On Apr 19, 2014, at 12:11 AM, TAY wee-beng <[email protected]> wrote:

> On 19/4/2014 12:10 PM, Barry Smith wrote:
>> On Apr 18, 2014, at 9:57 PM, TAY wee-beng <[email protected]> wrote:
>> 
>>> On 19/4/2014 3:53 AM, Barry Smith wrote:
>>>>   Hmm,
>>>> 
>>>>       Interface DMDAVecGetArrayF90
>>>>         Subroutine DMDAVecGetArrayF903(da1, v,d1,ierr)
>>>>           USE_DM_HIDE
>>>>           DM_HIDE da1
>>>>           VEC_HIDE v
>>>>           PetscScalar,pointer :: d1(:,:,:)
>>>>           PetscErrorCode ierr
>>>>         End Subroutine
>>>> 
>>>>    So the d1 is a F90 POINTER. But your subroutine seems to be treating it 
>>>> as a “plain old Fortran array”?
>>>> real(8), intent(inout) :: u(:,:,:),v(:,:,:),w(:,:,:)
> Hi,
> 
> So d1 is a pointer, and it's different if I declare it as "plain old Fortran 
> array"? Because I declare it as a Fortran array and it works w/o any problem 
> if I only call DMDAVecGetArrayF90 and DMDAVecRestoreArrayF90 with "u".
> 
> But if I call DMDAVecGetArrayF90 and DMDAVecRestoreArrayF90 with "u", "v" and 
> "w", error starts to happen. I wonder why...
> 
> Also, supposed I call:
> 
> call DMDAVecGetArrayF90(da_u,u_local,u_array,ierr)
> 
>    call DMDAVecGetArrayF90(da_v,v_local,v_array,ierr)
> 
>    call DMDAVecGetArrayF90(da_w,w_local,w_array,ierr)
> 
> u_array ....
> 
> v_array .... etc
> 
> Now to restore the array, does it matter the sequence they are restored?

   No it should not matter.
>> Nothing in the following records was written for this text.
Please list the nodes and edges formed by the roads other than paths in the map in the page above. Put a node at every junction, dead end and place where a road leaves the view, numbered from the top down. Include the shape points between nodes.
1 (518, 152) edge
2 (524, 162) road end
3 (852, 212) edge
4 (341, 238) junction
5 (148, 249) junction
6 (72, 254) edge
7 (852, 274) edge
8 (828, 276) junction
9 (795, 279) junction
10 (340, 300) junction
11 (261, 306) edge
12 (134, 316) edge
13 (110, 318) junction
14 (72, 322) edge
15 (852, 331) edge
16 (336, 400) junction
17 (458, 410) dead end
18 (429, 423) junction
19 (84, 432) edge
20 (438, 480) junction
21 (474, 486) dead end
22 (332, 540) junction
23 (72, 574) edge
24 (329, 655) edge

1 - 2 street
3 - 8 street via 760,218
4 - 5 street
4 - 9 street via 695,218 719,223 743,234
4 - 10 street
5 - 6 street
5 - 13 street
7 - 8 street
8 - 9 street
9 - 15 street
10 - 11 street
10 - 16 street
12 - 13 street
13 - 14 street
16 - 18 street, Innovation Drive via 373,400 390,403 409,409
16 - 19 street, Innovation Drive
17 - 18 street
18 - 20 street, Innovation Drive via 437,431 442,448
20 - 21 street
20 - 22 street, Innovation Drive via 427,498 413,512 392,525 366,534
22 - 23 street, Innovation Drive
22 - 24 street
If it matters that is a sign that memory has been 
written to incorrectly earlier in the code.


> As in w, then v and u?
> 
> call DMDAVecRestoreArrayF90(da_w,w_local,w_array,ierr)
> call DMDAVecRestoreArrayF90(da_v,v_local,v_array,ierr)
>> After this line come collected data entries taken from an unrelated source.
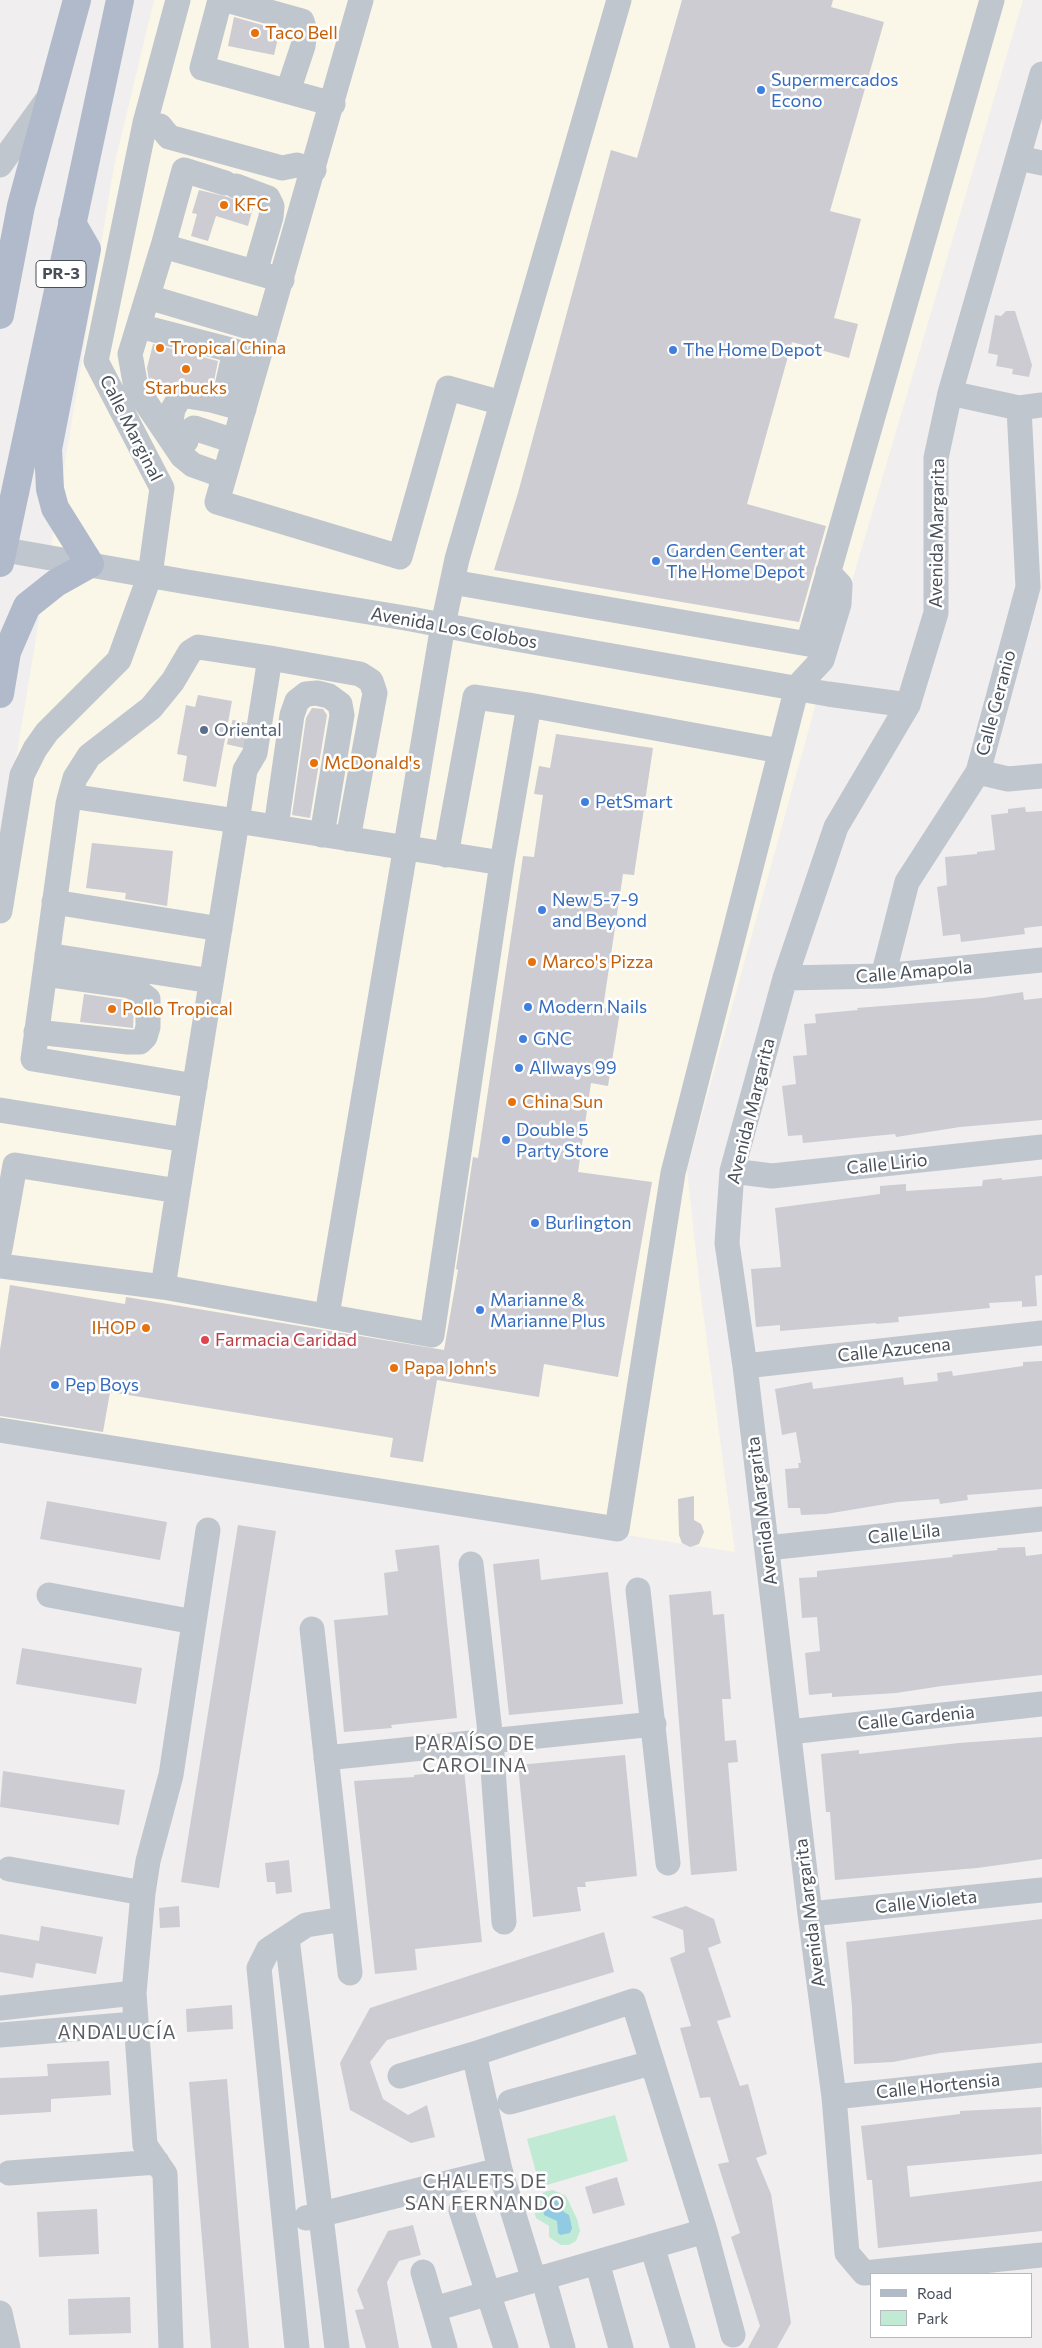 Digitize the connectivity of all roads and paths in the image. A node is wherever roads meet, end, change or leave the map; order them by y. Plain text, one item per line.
1 (76, 0) edge
2 (120, 0) edge
3 (178, 0) edge
4 (220, 0) edge
5 (226, 0) edge
6 (361, 0) edge
7 (619, 0) edge
8 (992, 0) edge
9 (1042, 74) edge
10 (288, 92) junction
11 (51, 94) junction
12 (333, 104) junction
13 (153, 124) junction
14 (1030, 160) edge
15 (0, 164) edge
16 (305, 167) junction
17 (72, 223) junction
18 (163, 246) junction
19 (254, 272) junction
20 (282, 280) junction
21 (148, 297) junction
22 (0, 315) edge
23 (139, 326) junction
24 (266, 332) junction
25 (950, 394) junction
26 (246, 401) junction
27 (502, 403) junction
28 (1031, 407) edge
29 (194, 428) dead end
30 (229, 458) junction
31 (1, 554) edge
32 (90, 564) junction
33 (828, 572) junction
34 (150, 575) junction
35 (452, 582) junction
36 (1035, 586) edge
37 (443, 625) junction
38 (270, 658) junction
39 (796, 687) junction
40 (265, 691) junction
41 (0, 694) edge
42 (529, 705) junction
43 (908, 705) junction
44 (247, 713) tunnel mouth
45 (780, 751) junction
46 (978, 772) junction
47 (1042, 776) edge
48 (70, 796) junction
49 (237, 821) junction
50 (276, 827) junction
51 (322, 835) junction
52 (348, 840) junction
53 (405, 849) junction
54 (446, 855) junction
55 (502, 863) junction
56 (54, 902) junction
57 (0, 911) edge
58 (220, 929) junction
59 (1042, 960) edge
60 (46, 964) junction
61 (883, 976) junction
62 (785, 978) junction
63 (211, 981) junction
64 (36, 1032) junction
65 (195, 1086) junction
66 (0, 1110) edge
67 (186, 1140) junction
68 (1042, 1147) edge
69 (732, 1171) junction
70 (178, 1192) junction
71 (0, 1249) edge
72 (0, 1266) edge
73 (163, 1287) junction
74 (327, 1315) junction
75 (1042, 1333) edge
76 (745, 1366) junction
77 (0, 1430) edge
78 (1042, 1519) edge
79 (208, 1530) dead end
80 (767, 1548) junction
81 (472, 1564) dead end
82 (638, 1590) dead end
83 (49, 1596) dead end
84 (194, 1622) junction
85 (312, 1629) dead end
86 (1042, 1704) edge
87 (654, 1724) junction
88 (789, 1732) junction
89 (490, 1741) junction
90 (326, 1758) junction
91 (668, 1863) dead end
92 (9, 1869) dead end
93 (1042, 1890) edge
94 (142, 1893) junction
95 (810, 1914) junction
96 (344, 1919) junction
97 (504, 1922) dead end
98 (287, 1938) junction
99 (350, 1973) dead end
100 (134, 1993) junction
101 (64, 2001) junction
102 (0, 2008) edge
103 (135, 2024) junction
104 (65, 2030) junction
105 (0, 2034) edge
106 (474, 2054) junction
107 (652, 2064) junction
108 (1042, 2075) edge
109 (400, 2076) dead end
110 (834, 2097) junction
111 (510, 2102) dead end
112 (157, 2162) junction
113 (500, 2170) junction
114 (9, 2173) dead end
115 (460, 2210) dead end
116 (320, 2213) junction
117 (284, 2226) junction
118 (705, 2231) junction
119 (652, 2246) junction
120 (1042, 2255) edge
121 (596, 2262) junction
122 (423, 2272) dead end
123 (539, 2278) junction
124 (488, 2293) junction
125 (434, 2309) junction
126 (0, 2313) edge
127 (733, 2335) dead end
128 (8, 2348) edge
129 (171, 2348) edge
130 (297, 2348) edge
131 (337, 2348) edge
132 (445, 2348) edge
133 (506, 2348) edge
134 (563, 2348) edge
135 (621, 2348) edge
136 (683, 2348) edge

1 - 11 main road, PR-3
2 - 17 main road, PR-3
3 - 13 street, Calle Marginal
4 - 10 street
5 - 10 street
6 - 12 street
7 - 27 street
8 - 33 street
9 - 14 street, Avenida Margarita
10 - 12 street
11 - 15 street
11 - 22 main road, PR-3
12 - 16 street
13 - 16 street
13 - 34 street, Calle Marginal
14 - 25 street, Avenida Margarita
16 - 20 street
17 - 31 main road, PR-3
17 - 32 main road
18 - 19 street
18 - 19 street
18 - 21 street
19 - 20 street
20 - 24 street
21 - 23 street
21 - 24 street
23 - 26 street
23 - 30 street
24 - 26 street
25 - 28 street
25 - 43 street, Avenida Margarita
26 - 30 street
26 - 30 street
27 - 30 street
27 - 35 street
28 - 36 street, Calle Geranio
29 - 30 street
31 - 32 street, Avenida Los Colobos
32 - 34 street, Avenida Los Colobos
32 - 41 main road
33 - 35 street
33 - 39 street
34 - 37 street, Avenida Los Colobos
34 - 57 street, Calle Marginal
35 - 37 street
36 - 46 street, Calle Geranio
37 - 39 street, Avenida Los Colobos
37 - 53 street
38 - 40 street
38 - 48 street
38 - 52 street
39 - 43 street, Avenida Los Colobos
39 - 45 street
40 - 44 street
40 - 49 street
42 - 45 street
42 - 54 street
42 - 55 street
43 - 62 street, Avenida Margarita
45 - 77 street
46 - 47 street
46 - 61 street, Calle Geranio
48 - 49 street
48 - 56 street
49 - 50 street
49 - 58 street
50 - 51 street
50 - 51 street
51 - 52 street
52 - 53 street
53 - 54 street
53 - 74 street
54 - 55 street
55 - 74 street
56 - 58 street
56 - 60 street
58 - 63 street
59 - 61 street, Calle Amapola
60 - 63 street
60 - 64 street
60 - 64 street
61 - 62 street, Calle Amapola
62 - 69 street, Avenida Margarita
63 - 65 street
64 - 65 street
65 - 67 street
66 - 67 street
67 - 70 street
68 - 69 street, Calle Lirio
69 - 76 street, Avenida Margarita
70 - 71 street
70 - 73 street
72 - 73 street
73 - 74 street
75 - 76 street, Calle Azucena
76 - 80 street, Avenida Margarita
78 - 80 street, Calle Lila
79 - 84 street
80 - 88 street, Avenida Margarita
81 - 89 street
82 - 87 street
83 - 84 street
84 - 94 street
85 - 90 street
86 - 88 street, Calle Gardenia
87 - 89 street
87 - 91 street
88 - 95 street, Avenida Margarita
89 - 90 street
89 - 97 street
90 - 96 street
92 - 94 street
93 - 95 street, Calle Violeta
94 - 100 street
95 - 110 street, Avenida Margarita
96 - 98 street
96 - 99 street
98 - 116 street
98 - 117 street
100 - 101 street
100 - 103 street
101 - 102 street
101 - 104 street
103 - 104 street
103 - 112 street
104 - 105 street
106 - 107 street
106 - 109 street
106 - 113 street
107 - 111 street
107 - 118 street
108 - 110 street, Calle Hortensia
110 - 120 street, Avenida Margarita
112 - 114 street
112 - 129 street
113 - 116 street
113 - 123 street
115 - 124 street
116 - 117 street
116 - 131 street
117 - 130 street
118 - 119 street
118 - 127 street
119 - 121 street
119 - 136 street
121 - 123 street
121 - 135 street
122 - 125 street
123 - 124 street
123 - 134 street
124 - 125 street
124 - 133 street
125 - 132 street
126 - 128 street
> call DMDAVecRestoreArrayF90(da_u,u_local,u_array,ierr)
> 
> thanks
>>>> 
>>>>    Note also that the beginning and end indices of the u,v,w, are 
>>>> different for each process see for example 
>>>> http://www.mcs.anl.gov/petsc/petsc-3.4/src/dm/examples/tutorials/ex11f90.F 
>>>>  (and they do not start at 1). This is how to get the loop bounds.
>>> Hi,
>>> 
>>> In my case, I fixed the u,v,w such that their indices are the same. I also 
>>> checked using DMDAGetCorners and DMDAGetGhostCorners. Now the problem lies 
>>> in my subroutine treating it as a “plain old Fortran array”.
>>> 
>>> If I declare them as pointers, their indices follow the C 0 start 
>>> convention, is that so?
>>    Not really. It is that in each process you need to access them from the 
>> indices indicated by DMDAGetCorners() for global vectors and 
>> DMDAGetGhostCorners() for local vectors.  So really C or Fortran doesn’t 
>> make any difference.
>> 
>> 
>>> So my problem now is that in my old MPI code, the u(i,j,k) follow the 
>>> Fortran 1 start convention. Is there some way to manipulate such that I do 
>>> not have to change my u(i,j,k) to u(i-1,j-1,k-1)?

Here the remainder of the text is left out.